The objective of this study was to determine specific provider practices associated with high provider efficiency in community emergency departments (EDs).

Methods

A mixed‐methods study design was utilized to identify key behaviors associated with efficiency. Stage 1 was a convenience sample of 16 participants (ED medical directors, nurses, advanced practice providers, and physicians) identified provider efficiency behaviors during semistructured interviews. Ninety‐nine behaviors were identified and distilled by a group of three ED clinicians into 18 themes. Stage 2 was an observational study of 35 providers was performed in four (30,000‐ to 55,000‐visit) community EDs during two 4‐hour periods and recorded in minute‐by‐minute observation logs.
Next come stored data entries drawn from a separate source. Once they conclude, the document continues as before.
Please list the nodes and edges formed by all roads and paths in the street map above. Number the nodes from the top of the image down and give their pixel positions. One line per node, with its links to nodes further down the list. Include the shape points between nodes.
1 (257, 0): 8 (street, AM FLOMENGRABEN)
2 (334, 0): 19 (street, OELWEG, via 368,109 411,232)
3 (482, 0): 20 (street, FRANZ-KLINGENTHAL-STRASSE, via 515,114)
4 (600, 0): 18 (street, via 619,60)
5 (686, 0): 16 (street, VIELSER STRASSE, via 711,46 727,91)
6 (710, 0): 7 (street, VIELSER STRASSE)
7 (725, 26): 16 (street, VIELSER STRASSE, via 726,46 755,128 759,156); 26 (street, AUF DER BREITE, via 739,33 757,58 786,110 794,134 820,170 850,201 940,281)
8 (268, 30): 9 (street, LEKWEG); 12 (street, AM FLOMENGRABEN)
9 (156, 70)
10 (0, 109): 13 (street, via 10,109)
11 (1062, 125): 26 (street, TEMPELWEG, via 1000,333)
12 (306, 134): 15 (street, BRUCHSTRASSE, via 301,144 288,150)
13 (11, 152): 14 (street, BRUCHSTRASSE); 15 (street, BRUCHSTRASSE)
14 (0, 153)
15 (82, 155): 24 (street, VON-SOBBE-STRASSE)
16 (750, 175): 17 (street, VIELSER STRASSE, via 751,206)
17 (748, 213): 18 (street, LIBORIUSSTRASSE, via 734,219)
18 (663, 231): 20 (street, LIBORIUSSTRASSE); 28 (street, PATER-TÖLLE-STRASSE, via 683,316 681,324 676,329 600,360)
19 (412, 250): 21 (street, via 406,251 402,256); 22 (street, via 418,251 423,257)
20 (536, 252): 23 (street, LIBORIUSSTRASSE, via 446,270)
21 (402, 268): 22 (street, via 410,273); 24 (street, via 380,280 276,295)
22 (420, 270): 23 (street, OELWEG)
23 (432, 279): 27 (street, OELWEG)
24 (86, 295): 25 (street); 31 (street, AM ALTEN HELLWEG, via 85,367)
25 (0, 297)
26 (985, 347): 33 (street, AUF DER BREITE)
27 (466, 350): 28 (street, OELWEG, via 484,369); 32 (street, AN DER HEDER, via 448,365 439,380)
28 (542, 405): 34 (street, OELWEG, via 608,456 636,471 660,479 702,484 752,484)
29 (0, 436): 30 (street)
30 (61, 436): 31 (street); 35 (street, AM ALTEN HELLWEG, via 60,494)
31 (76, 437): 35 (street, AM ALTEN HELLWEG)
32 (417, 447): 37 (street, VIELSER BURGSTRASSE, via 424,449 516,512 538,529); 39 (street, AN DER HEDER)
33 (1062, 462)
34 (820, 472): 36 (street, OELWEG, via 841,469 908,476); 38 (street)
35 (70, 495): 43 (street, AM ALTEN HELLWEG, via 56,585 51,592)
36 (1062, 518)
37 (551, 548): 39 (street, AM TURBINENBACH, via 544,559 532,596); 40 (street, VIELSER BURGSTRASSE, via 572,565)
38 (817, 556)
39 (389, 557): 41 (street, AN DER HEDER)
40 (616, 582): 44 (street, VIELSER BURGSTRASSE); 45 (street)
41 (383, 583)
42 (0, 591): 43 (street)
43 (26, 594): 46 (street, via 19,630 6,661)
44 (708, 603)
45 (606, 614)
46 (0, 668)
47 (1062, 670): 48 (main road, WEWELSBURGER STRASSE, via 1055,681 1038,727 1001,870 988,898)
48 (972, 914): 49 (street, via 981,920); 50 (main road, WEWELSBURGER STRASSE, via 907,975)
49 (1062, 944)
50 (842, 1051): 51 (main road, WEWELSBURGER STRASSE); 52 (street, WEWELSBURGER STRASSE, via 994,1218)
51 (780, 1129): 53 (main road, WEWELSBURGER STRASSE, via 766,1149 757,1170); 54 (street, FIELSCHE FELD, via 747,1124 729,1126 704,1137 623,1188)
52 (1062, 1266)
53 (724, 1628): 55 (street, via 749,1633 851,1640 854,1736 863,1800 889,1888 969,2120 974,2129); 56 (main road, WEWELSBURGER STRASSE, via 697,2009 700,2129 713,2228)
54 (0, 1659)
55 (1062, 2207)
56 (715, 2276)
In Stage 3, each behavior or practice from Stage 1 was assigned a score within each observation period. Behaviors were tested for association with provider efficiency (relative value units/hour) using linear univariate generalized estimating equations with an identity link, clustered on ED site.

Results

Five ED provider practices were found to be positively associated with efficiency: average patient load, using name of team member, conversations with health care team, visits to patient rooms, and running the board. Two behaviors, “inefficiency practices,” demonstrated significant negative correlations: non–work‐related tasks and documentation on patients no longer in the ED.

Conclusions

Average patient load, running the board, conversations with team member, and using names of team members are associated with enhanced provider productivity. Identification of behaviors associated with efficiency can be utilized by medical directors, clinicians, and trainees to improve personal efficiency or counsel team members.